Input records =>
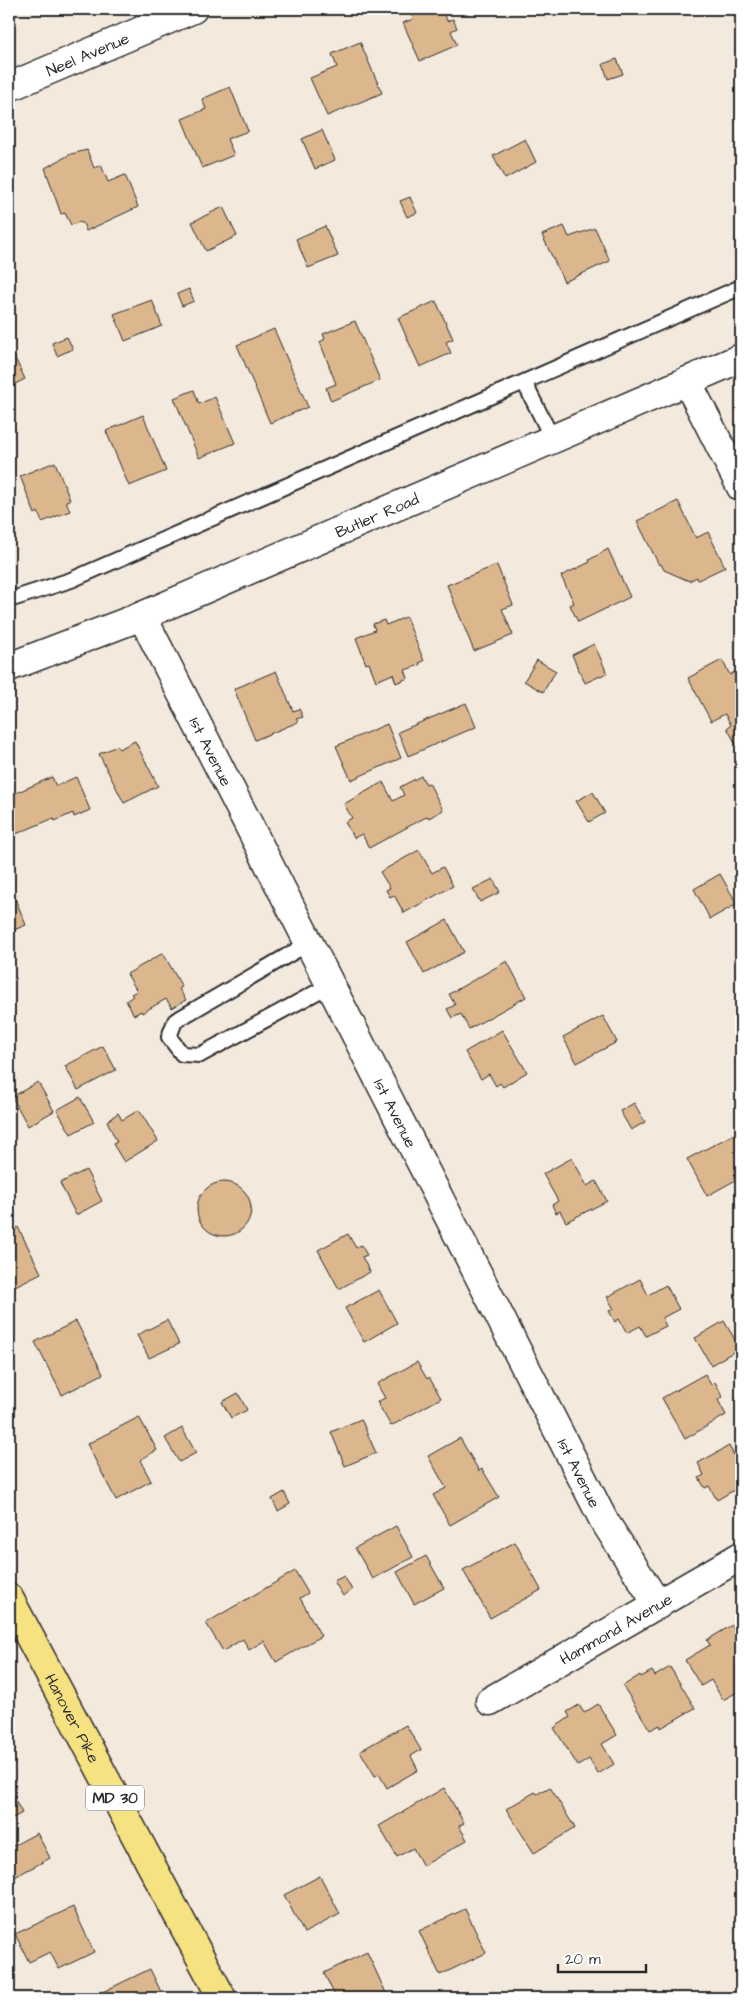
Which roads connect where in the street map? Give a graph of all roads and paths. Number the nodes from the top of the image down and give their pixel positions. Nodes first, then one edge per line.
1 (193, 9) edge
2 (9, 87) edge
3 (741, 288) edge
4 (741, 358) edge
5 (687, 381) junction
6 (524, 382) junction
7 (552, 438) junction
8 (741, 487) edge
9 (9, 600) edge
10 (142, 616) junction
11 (9, 667) edge
12 (309, 944) junction
13 (330, 985) junction
14 (741, 1556) edge
15 (9, 1598) edge
16 (658, 1605) junction
17 (490, 1701) dead end
18 (222, 1998) edge

1 - 2 street, Neel Avenue
3 - 6 lane
4 - 5 street, Butler Road
5 - 7 street, Butler Road
5 - 8 street
6 - 7 lane
6 - 9 lane
7 - 10 street, Butler Road
10 - 11 street, Butler Road
10 - 12 street, 1st Avenue
12 - 13 street, 1st Avenue
12 - 13 lane
13 - 16 street, 1st Avenue
14 - 16 street, Hammond Avenue
15 - 18 main road, Hanover Pike / MD 30
16 - 17 street, Hammond Avenue

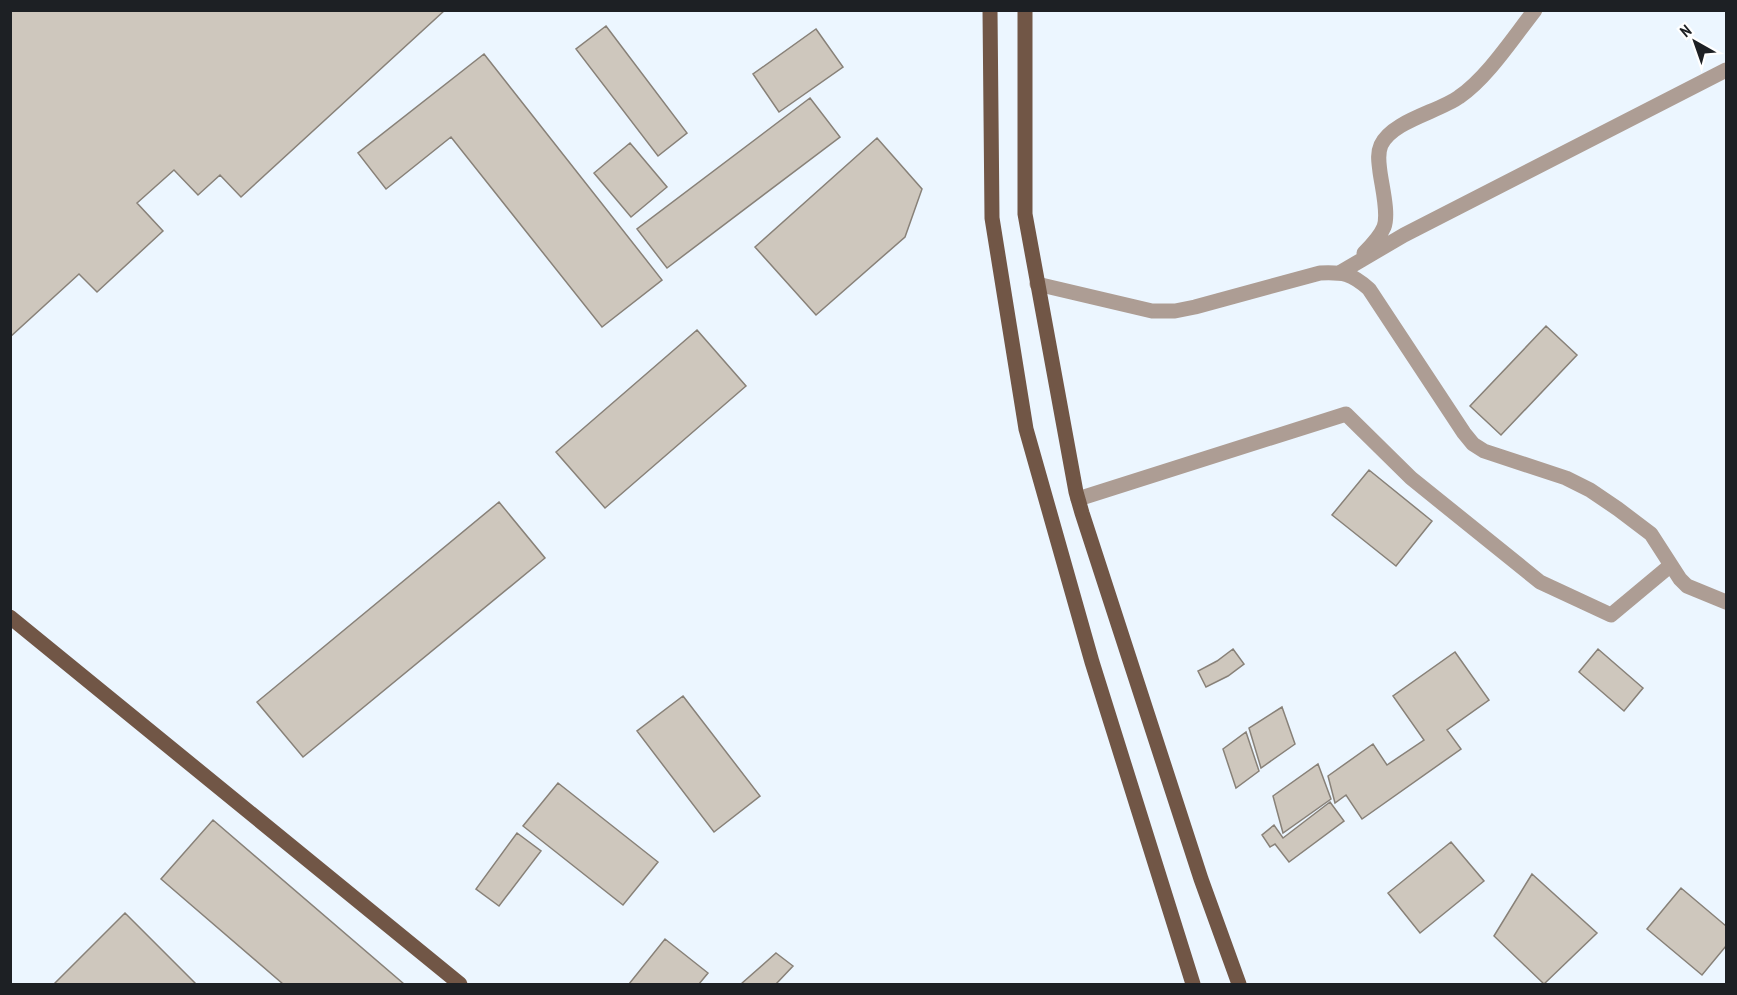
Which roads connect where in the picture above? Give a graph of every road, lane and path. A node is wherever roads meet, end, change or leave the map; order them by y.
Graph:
1 (990, 10) edge
2 (1025, 10) edge
3 (1535, 10) edge
4 (1726, 70) edge
5 (1347, 268) junction
6 (1036, 284) junction
7 (1078, 499) junction
8 (1671, 565) junction
9 (1726, 602) edge
10 (10, 617) edge
11 (460, 984) edge
12 (1193, 984) edge
13 (1239, 984) edge

1 - 12 main road
2 - 6 main road
3 - 5 street
4 - 5 street
5 - 6 street
5 - 8 street
6 - 7 main road
7 - 8 street
7 - 13 main road
8 - 9 street
10 - 11 main road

Work task =>
Repeat each entry above exactly. Omit the pictures.

Response box =>
Which roads connect where in the street map? Give a graph of all roads and paths. Number the nodes from the top of the image down and give their pixel positions. Nodes first, then one edge per line.
1 (193, 9) edge
2 (9, 87) edge
3 (741, 288) edge
4 (741, 358) edge
5 (687, 381) junction
6 (524, 382) junction
7 (552, 438) junction
8 (741, 487) edge
9 (9, 600) edge
10 (142, 616) junction
11 (9, 667) edge
12 (309, 944) junction
13 (330, 985) junction
14 (741, 1556) edge
15 (9, 1598) edge
16 (658, 1605) junction
17 (490, 1701) dead end
18 (222, 1998) edge

1 - 2 street, Neel Avenue
3 - 6 lane
4 - 5 street, Butler Road
5 - 7 street, Butler Road
5 - 8 street
6 - 7 lane
6 - 9 lane
7 - 10 street, Butler Road
10 - 11 street, Butler Road
10 - 12 street, 1st Avenue
12 - 13 street, 1st Avenue
12 - 13 lane
13 - 16 street, 1st Avenue
14 - 16 street, Hammond Avenue
15 - 18 main road, Hanover Pike / MD 30
16 - 17 street, Hammond Avenue

Which roads connect where in the picture above? Give a graph of every road, lane and path. A node is wherever roads meet, end, change or leave the map; order them by y.
Graph:
1 (990, 10) edge
2 (1025, 10) edge
3 (1535, 10) edge
4 (1726, 70) edge
5 (1347, 268) junction
6 (1036, 284) junction
7 (1078, 499) junction
8 (1671, 565) junction
9 (1726, 602) edge
10 (10, 617) edge
11 (460, 984) edge
12 (1193, 984) edge
13 (1239, 984) edge

1 - 12 main road
2 - 6 main road
3 - 5 street
4 - 5 street
5 - 6 street
5 - 8 street
6 - 7 main road
7 - 8 street
7 - 13 main road
8 - 9 street
10 - 11 main road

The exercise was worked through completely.